Dans notre pays, près d'un million de citoyens comptent, pour se nourrir, sur les restaurants du cœur. Dans notre pays, cinq millions de travailleurs sont au chômage et la précarité explose. Dans ce pays, neuf millions de citoyens sont au dessous du seuil de pauvreté. Ce pays se désindustrialise à vitesse accélérée. La balance du commerce extérieur a atteint en 2021 son record historique de déficit. Selon les évaluations internationales, notre École sombre. Dans ce pays le travail n'enrichit plus personne, ce sont les revenus du capital qui font advenir de nouveaux milliardaires. Ceux-ci ont, ces cinq dernières années plus que doublé leur indécent magot. Dans un monde planétaire qui voit l'environnement humain se dégrader à toute vitesse, la France de Macron est internationalement pointée du doigt pour son inaction.

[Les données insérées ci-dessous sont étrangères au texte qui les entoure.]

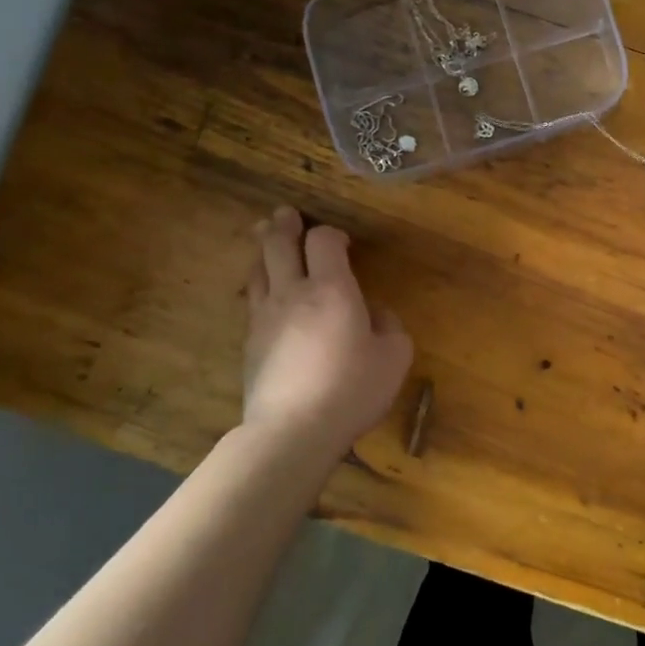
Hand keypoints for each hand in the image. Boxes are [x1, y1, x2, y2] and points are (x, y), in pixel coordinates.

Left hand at [241, 206, 413, 454]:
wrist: (293, 431)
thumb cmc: (352, 389)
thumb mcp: (394, 356)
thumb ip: (388, 324)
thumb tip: (371, 313)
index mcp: (332, 289)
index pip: (323, 240)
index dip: (332, 233)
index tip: (343, 243)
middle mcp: (293, 292)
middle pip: (277, 243)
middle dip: (284, 224)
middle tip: (286, 214)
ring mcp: (265, 316)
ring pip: (258, 268)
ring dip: (263, 248)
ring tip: (266, 237)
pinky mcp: (249, 342)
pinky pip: (252, 299)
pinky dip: (260, 283)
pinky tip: (265, 290)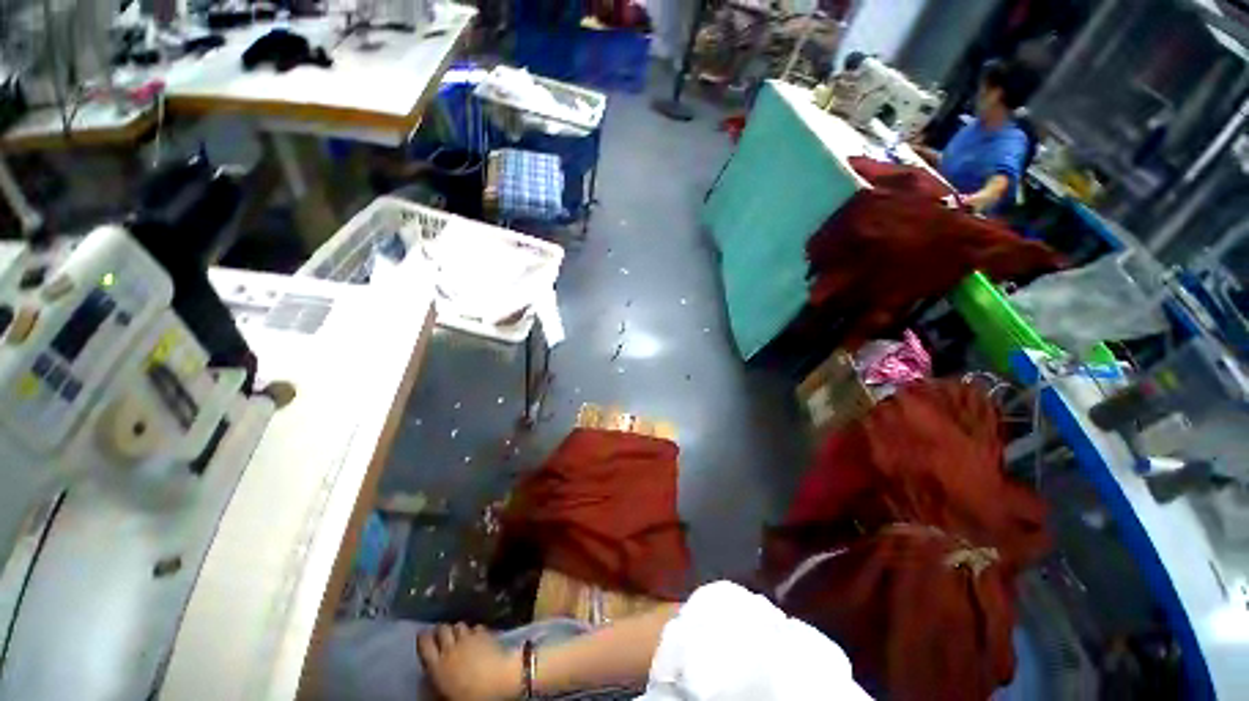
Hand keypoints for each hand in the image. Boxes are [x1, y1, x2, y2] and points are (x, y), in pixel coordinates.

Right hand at [417, 624, 520, 700]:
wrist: (499, 681)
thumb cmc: (470, 695)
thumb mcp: (447, 695)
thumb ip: (437, 685)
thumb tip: (430, 682)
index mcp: (438, 666)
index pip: (425, 645)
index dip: (423, 638)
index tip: (423, 635)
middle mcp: (451, 647)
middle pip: (442, 630)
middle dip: (441, 630)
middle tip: (442, 634)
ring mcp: (469, 638)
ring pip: (459, 625)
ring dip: (457, 629)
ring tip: (459, 635)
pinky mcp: (485, 633)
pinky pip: (476, 627)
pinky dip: (474, 630)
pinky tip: (476, 636)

Il n'est pas choquant qu'un partisan de la désastreuse politique actuelle, celle suivie sous les trois dernières présidences, par exemple, prenne la parole sur les ondes nationales pour défendre sa conception. Mais dès lors que son engagement politique est caché sous une prétendue neutralité, la "mesure", le "bon sens", alors même qu'il caricature grossièrement les positions qu'il évoque, il s'agit d'une insupportable PROPAGANDE comme l'Union Soviétique en a connu sous Brejnev, et la Russie aujourd'hui sous Poutine.
L'opposition --si tant est qu'elle ne s'avère pas ... la majorité-- incarnée par la NUPES, ne se donne pas pour "extrémiste".
Si l'on constate une "fin du monde" aujourd'hui, c'est celle du monde des actionnaires, victime de la propre voracité de ses privilégiés, et l' accession de la NUPES au pouvoir ne déchirerait pas plus "l'Europe" --Legrand parle en réalité de l'U.E.-- que ne l'a fait le Brexit ou que ne le font les positions polonaises et hongroises.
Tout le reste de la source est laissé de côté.